My principal is in agreement with that point, but the decision to react with military movements was a political one, not a strategic one.” Chen stared at his wobbling reflection in the canal's waters. “Just as your government's statements in the follow up have been political, not necessarily factual.”

Campbell could feel the slight smile on the Alliance agent's face and his mouth tightened. Not at his words, but at their irrefutable veracity. “The President needed to soothe some domestic aches. Some people called for a stronger response to your criticism.”

The auburn haired spy unwrapped a pack of cigarettes and lit one, deeply inhaling the fumes. “Come the next elections your Secretary Randolph will be gunning for the presidency. We've noted his willingness to play this crisis for his own ends. My principal is wary of the price he seems to be willing to pay for his ambitions.”


I'm more concerned about who it will be who pays that price. The President had to smooth some of the waves. Would've been nice had your employers followed her example.”

Chen shrugged, not looking at him. “I don't need to lay out the foreign policy reasons as to why the Chairman did not follow her lead.
In this day and age no political statement by a leader of a superpower is ever only domestic. The last thing the Europeans or the Alliance will do is show apparent signs of weakness and indecision in the face of large scale Union military movements.”

Showing weakness was a fatal mistake when your main focus was on keeping together nations comprised of dozens of cultures, some of them greatly different. That vast reservoir of people, ideas and resources was one of the driving forces of progress and competition, but also of instability. And with hundreds of millions of lives depending on stability, nobody could afford that weakness.

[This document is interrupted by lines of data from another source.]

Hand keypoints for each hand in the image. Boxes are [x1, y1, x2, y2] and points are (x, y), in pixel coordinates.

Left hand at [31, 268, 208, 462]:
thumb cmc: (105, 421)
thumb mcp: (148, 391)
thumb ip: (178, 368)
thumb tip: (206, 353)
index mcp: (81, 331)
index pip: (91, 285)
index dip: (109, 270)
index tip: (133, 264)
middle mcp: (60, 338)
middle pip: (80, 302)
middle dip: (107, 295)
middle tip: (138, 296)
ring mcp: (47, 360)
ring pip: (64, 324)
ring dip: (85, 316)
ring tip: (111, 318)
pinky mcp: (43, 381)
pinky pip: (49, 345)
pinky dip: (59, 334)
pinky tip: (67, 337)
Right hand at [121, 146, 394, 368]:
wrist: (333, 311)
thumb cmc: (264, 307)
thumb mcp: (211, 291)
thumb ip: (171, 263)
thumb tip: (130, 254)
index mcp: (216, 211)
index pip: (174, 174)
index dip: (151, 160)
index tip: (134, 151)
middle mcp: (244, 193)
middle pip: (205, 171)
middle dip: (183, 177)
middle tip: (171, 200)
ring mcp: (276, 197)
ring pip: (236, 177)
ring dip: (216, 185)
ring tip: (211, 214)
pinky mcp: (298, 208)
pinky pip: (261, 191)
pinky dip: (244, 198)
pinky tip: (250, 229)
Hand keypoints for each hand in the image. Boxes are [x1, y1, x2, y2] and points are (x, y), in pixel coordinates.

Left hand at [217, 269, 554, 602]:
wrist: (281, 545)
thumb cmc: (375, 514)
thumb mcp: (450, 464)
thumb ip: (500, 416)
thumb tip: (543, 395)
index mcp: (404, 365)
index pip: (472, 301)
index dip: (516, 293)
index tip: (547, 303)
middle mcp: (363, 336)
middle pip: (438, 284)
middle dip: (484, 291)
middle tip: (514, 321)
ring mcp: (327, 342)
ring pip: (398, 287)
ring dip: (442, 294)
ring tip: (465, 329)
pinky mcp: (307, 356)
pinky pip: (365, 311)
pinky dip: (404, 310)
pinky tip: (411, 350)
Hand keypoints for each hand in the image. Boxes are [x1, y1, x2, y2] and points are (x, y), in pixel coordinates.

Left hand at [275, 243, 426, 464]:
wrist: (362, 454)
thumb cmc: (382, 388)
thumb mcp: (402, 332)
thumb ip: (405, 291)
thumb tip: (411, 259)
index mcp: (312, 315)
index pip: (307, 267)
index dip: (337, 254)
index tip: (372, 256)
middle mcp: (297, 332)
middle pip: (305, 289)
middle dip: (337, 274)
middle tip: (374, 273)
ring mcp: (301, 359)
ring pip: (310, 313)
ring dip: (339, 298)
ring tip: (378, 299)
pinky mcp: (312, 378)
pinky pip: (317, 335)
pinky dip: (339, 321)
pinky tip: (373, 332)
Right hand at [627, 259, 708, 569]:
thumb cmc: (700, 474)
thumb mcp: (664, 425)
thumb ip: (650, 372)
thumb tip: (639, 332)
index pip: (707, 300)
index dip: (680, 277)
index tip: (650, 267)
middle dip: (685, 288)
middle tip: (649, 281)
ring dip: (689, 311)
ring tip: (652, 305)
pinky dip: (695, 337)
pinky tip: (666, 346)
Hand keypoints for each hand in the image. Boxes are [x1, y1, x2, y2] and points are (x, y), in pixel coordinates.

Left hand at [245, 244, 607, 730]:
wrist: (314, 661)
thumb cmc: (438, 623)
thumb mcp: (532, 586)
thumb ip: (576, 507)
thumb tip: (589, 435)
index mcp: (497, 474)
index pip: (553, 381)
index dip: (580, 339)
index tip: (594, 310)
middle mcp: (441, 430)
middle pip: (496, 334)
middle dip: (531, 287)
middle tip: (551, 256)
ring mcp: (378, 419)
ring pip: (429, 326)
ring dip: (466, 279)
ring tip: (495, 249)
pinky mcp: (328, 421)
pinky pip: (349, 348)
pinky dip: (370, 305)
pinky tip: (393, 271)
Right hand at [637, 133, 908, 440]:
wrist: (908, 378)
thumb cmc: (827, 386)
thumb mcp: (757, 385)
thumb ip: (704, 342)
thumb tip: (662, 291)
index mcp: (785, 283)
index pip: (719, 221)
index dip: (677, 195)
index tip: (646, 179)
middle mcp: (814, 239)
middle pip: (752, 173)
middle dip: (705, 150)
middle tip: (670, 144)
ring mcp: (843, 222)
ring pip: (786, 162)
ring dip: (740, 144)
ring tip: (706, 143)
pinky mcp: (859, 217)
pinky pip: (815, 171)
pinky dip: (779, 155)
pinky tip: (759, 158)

“But I suppose you haven't arranged for this little gathering just to go over moot points again? Otherwise my principal might grow suspicious of the concord you and she have.” Chen formed a ring with his cigarette smoke and blew it across the canal where it faded in the wind. He took a deep breath. “The air smells like snow. Reminds me of home.”

Given that Chen came from the almost tropical south of China, Campbell had good reason to doubt that. But he respected the subtle craft of the man a few paces away from him.

Chen shot him a brief glance over his shoulder. “It's about the war, isn't it?” He drew on his cigarette. “That seems to be the main topic nobody's speaking about these days. What do you suggest?”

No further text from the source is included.